Across the entries below, how many lines contain the string "image"? Give only the count.

(Stored items)
______

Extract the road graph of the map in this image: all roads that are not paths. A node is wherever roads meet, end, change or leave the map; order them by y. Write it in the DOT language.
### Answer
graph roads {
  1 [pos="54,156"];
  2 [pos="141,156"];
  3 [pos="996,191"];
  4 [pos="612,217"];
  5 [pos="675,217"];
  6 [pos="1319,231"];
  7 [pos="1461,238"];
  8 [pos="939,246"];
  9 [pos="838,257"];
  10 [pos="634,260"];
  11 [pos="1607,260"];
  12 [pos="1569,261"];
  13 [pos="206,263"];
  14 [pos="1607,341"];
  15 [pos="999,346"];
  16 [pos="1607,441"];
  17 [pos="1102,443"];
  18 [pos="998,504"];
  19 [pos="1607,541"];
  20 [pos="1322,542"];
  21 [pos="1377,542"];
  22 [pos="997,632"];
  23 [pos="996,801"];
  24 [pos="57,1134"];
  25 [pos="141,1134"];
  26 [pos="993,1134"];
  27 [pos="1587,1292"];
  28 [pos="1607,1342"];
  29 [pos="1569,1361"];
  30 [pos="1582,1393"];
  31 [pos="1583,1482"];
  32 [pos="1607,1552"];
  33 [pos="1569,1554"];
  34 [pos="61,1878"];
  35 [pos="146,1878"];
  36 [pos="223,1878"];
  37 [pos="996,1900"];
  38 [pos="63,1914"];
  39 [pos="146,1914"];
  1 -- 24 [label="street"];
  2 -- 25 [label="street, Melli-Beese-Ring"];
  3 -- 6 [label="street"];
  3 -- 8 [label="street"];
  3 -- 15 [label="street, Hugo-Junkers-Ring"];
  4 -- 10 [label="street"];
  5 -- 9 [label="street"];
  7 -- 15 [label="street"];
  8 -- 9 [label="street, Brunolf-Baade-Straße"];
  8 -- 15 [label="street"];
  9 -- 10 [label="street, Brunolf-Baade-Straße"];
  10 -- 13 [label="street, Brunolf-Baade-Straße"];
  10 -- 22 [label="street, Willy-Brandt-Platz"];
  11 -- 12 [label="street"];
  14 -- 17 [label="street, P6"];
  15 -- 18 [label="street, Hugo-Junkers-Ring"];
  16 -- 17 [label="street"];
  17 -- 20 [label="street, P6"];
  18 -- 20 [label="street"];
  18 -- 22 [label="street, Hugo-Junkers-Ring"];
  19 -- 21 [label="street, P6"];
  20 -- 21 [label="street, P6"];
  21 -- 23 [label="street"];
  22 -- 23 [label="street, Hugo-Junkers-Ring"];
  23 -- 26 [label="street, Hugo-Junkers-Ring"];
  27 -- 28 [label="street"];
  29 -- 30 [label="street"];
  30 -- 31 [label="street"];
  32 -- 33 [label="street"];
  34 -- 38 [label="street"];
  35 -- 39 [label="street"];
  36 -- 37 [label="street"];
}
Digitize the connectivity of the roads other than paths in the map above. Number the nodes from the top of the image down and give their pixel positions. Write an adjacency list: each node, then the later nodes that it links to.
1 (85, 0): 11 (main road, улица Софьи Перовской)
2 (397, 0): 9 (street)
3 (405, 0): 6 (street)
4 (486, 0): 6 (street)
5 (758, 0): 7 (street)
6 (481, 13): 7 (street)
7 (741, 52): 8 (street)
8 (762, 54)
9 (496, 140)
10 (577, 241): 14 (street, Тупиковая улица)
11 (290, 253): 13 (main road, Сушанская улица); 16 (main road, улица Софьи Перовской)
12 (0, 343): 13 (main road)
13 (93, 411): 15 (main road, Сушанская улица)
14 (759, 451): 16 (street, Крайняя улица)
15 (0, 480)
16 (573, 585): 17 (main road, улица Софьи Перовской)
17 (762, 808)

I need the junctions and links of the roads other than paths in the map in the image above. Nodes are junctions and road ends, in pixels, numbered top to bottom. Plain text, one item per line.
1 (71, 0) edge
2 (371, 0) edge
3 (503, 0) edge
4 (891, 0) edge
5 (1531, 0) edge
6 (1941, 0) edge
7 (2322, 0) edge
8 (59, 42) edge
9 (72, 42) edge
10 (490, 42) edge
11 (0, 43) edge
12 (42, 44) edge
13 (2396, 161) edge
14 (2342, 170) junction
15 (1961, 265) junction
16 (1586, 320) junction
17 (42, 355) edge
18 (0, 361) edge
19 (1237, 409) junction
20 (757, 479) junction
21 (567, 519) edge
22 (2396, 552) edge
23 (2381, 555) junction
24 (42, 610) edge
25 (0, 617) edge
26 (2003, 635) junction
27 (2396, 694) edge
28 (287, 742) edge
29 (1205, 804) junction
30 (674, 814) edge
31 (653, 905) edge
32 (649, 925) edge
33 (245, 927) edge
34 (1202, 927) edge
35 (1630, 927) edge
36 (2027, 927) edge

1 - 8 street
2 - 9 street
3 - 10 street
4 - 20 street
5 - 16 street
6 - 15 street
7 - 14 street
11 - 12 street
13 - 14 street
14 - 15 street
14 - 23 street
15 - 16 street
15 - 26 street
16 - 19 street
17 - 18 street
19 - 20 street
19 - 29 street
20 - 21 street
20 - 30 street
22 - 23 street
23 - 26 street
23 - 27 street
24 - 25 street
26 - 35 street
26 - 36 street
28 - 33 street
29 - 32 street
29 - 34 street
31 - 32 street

______

*Exercise answer:* 3